### Task instructions
Copy out each line below in which the string "paths" appears.

(Collected data entries)
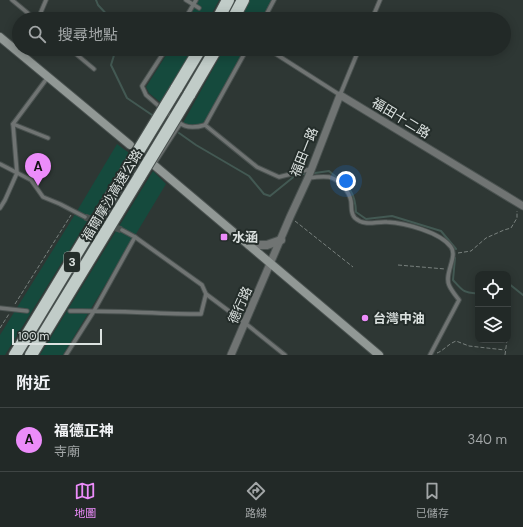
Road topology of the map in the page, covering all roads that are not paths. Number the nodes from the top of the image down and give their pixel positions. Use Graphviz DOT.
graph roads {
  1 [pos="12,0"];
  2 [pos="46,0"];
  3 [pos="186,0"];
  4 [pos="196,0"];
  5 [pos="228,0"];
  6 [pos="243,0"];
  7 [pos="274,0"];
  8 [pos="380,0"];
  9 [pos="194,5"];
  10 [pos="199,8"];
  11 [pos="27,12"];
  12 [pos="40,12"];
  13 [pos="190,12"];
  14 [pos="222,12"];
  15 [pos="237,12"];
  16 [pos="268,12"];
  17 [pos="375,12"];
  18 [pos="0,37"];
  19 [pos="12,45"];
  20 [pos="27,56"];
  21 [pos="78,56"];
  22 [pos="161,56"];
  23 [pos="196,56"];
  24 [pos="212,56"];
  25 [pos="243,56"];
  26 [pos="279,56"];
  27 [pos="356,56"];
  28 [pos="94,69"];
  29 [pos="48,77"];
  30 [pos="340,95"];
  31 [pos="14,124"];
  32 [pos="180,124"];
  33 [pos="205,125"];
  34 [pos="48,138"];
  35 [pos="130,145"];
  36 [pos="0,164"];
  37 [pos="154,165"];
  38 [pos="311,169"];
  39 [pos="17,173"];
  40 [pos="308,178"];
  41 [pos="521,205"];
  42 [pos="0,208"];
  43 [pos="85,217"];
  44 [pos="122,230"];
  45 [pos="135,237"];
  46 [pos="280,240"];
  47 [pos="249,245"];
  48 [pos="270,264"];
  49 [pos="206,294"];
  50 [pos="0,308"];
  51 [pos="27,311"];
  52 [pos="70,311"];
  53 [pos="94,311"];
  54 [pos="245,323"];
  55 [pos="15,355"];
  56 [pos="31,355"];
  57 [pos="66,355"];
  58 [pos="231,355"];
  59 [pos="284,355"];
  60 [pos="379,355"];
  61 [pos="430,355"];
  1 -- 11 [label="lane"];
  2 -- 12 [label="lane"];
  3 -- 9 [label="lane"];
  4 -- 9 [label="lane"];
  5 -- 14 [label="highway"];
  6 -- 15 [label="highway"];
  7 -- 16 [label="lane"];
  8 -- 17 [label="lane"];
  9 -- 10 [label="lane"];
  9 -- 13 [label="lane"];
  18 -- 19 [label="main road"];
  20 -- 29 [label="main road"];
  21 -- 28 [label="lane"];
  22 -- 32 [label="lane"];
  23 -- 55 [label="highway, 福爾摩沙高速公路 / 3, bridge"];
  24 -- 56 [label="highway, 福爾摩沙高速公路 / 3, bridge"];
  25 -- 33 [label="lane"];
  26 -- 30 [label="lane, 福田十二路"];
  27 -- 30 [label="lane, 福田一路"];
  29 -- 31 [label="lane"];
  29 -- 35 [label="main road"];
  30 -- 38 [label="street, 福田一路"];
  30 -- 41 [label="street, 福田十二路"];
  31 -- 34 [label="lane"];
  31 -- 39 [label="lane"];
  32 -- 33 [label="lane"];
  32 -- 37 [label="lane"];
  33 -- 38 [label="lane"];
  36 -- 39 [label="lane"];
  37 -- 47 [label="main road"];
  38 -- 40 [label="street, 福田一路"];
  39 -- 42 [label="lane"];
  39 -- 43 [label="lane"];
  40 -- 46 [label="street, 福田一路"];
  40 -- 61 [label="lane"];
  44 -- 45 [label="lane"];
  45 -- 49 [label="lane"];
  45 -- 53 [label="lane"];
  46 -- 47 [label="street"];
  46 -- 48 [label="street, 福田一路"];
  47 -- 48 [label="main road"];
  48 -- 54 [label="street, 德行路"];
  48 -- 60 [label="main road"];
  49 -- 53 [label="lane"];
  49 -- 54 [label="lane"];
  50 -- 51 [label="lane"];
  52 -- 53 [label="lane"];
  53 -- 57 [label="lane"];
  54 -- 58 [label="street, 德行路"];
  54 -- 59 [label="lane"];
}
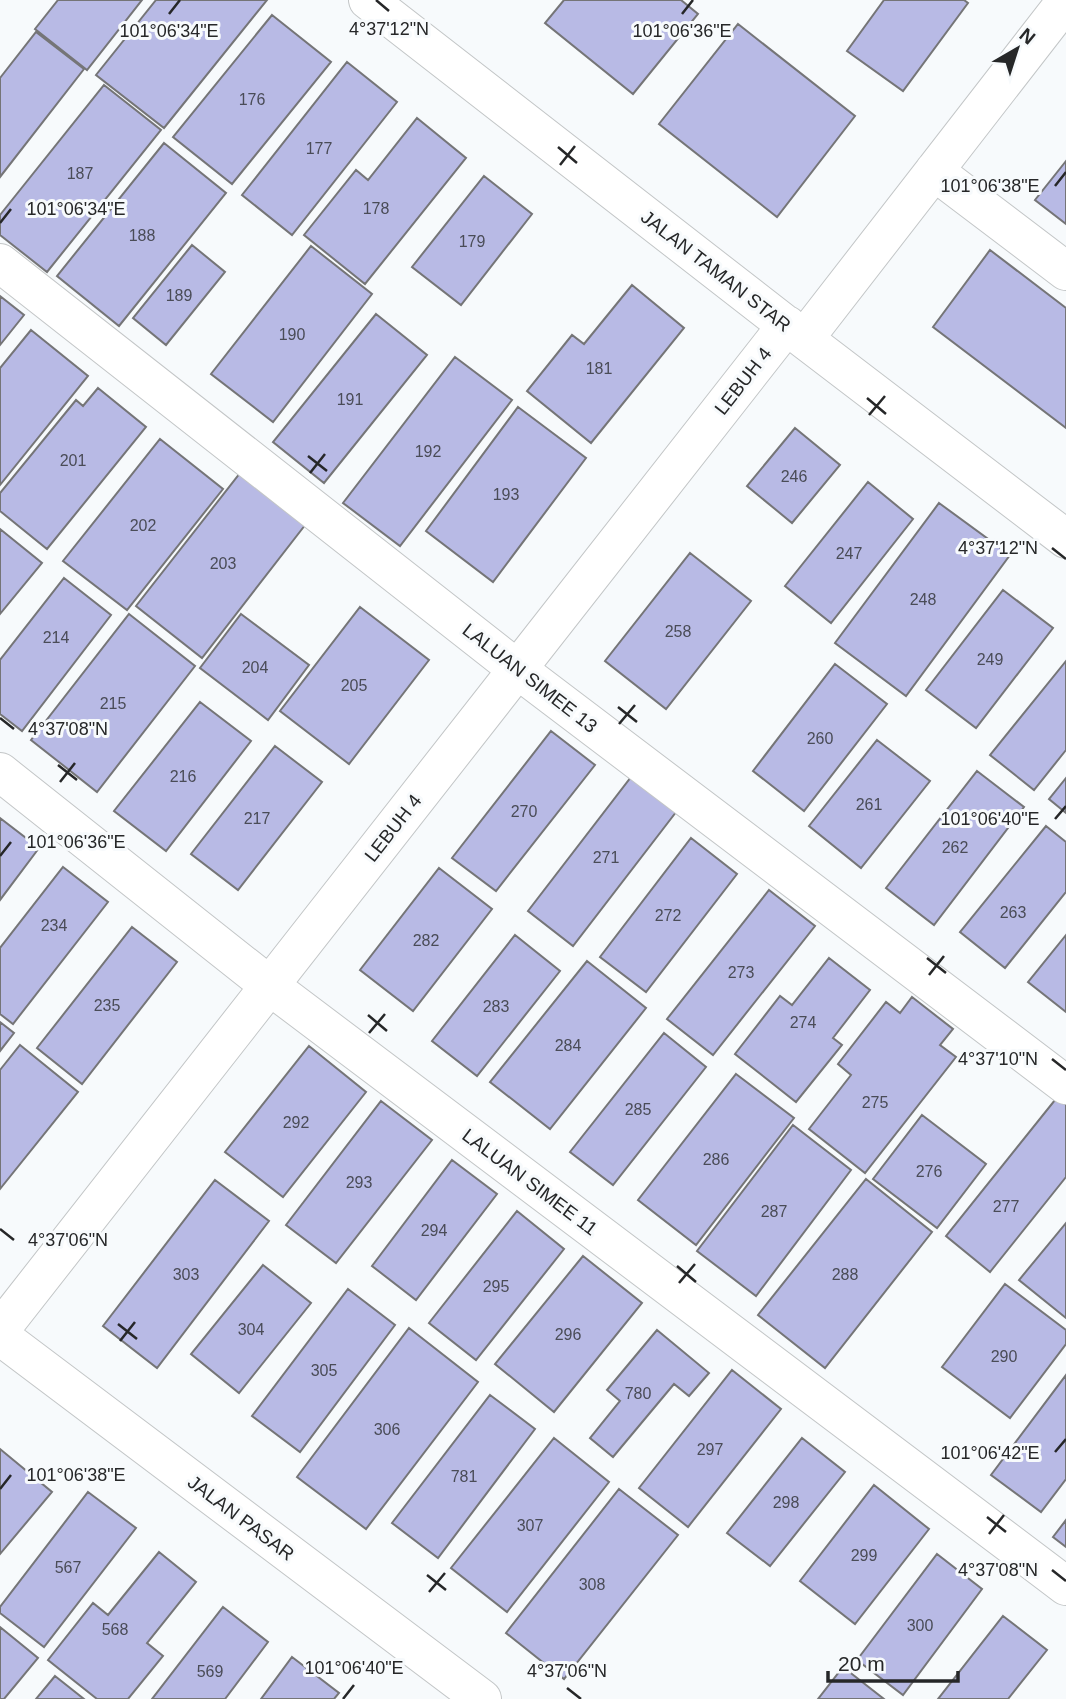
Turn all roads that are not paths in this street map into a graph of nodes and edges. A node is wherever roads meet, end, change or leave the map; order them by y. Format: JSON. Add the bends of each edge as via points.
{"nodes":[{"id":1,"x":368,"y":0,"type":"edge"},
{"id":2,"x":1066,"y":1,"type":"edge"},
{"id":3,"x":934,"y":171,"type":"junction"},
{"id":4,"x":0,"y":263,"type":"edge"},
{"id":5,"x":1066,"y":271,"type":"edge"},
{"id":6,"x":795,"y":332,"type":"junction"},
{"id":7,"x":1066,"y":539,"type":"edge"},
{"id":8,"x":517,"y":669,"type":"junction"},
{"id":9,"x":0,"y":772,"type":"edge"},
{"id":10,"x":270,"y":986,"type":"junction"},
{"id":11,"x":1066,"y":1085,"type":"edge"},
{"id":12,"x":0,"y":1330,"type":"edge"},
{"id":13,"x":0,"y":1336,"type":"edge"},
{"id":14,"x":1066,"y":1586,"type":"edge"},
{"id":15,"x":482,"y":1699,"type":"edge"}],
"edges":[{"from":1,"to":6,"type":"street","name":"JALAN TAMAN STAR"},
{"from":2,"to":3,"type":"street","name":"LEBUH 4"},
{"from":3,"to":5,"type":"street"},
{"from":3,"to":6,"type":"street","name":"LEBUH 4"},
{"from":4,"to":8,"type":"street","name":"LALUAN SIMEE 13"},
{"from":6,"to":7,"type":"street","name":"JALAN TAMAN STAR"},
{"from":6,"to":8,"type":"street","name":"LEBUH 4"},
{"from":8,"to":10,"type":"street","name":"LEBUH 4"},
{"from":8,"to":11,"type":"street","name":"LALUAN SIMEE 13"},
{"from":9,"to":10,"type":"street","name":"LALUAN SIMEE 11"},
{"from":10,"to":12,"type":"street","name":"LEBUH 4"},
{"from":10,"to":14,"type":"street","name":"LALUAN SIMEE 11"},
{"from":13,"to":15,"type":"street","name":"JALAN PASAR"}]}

### Output
Road topology of the map in the page, covering all roads that are not paths. Number the nodes from the top of the image down and give their pixel positions. Use Graphviz DOT.
Turn all roads that are not paths in this street map into a graph of nodes and edges. A node is wherever roads meet, end, change or leave the map; order them by y. Format: JSON. Add the bends of each edge as via points.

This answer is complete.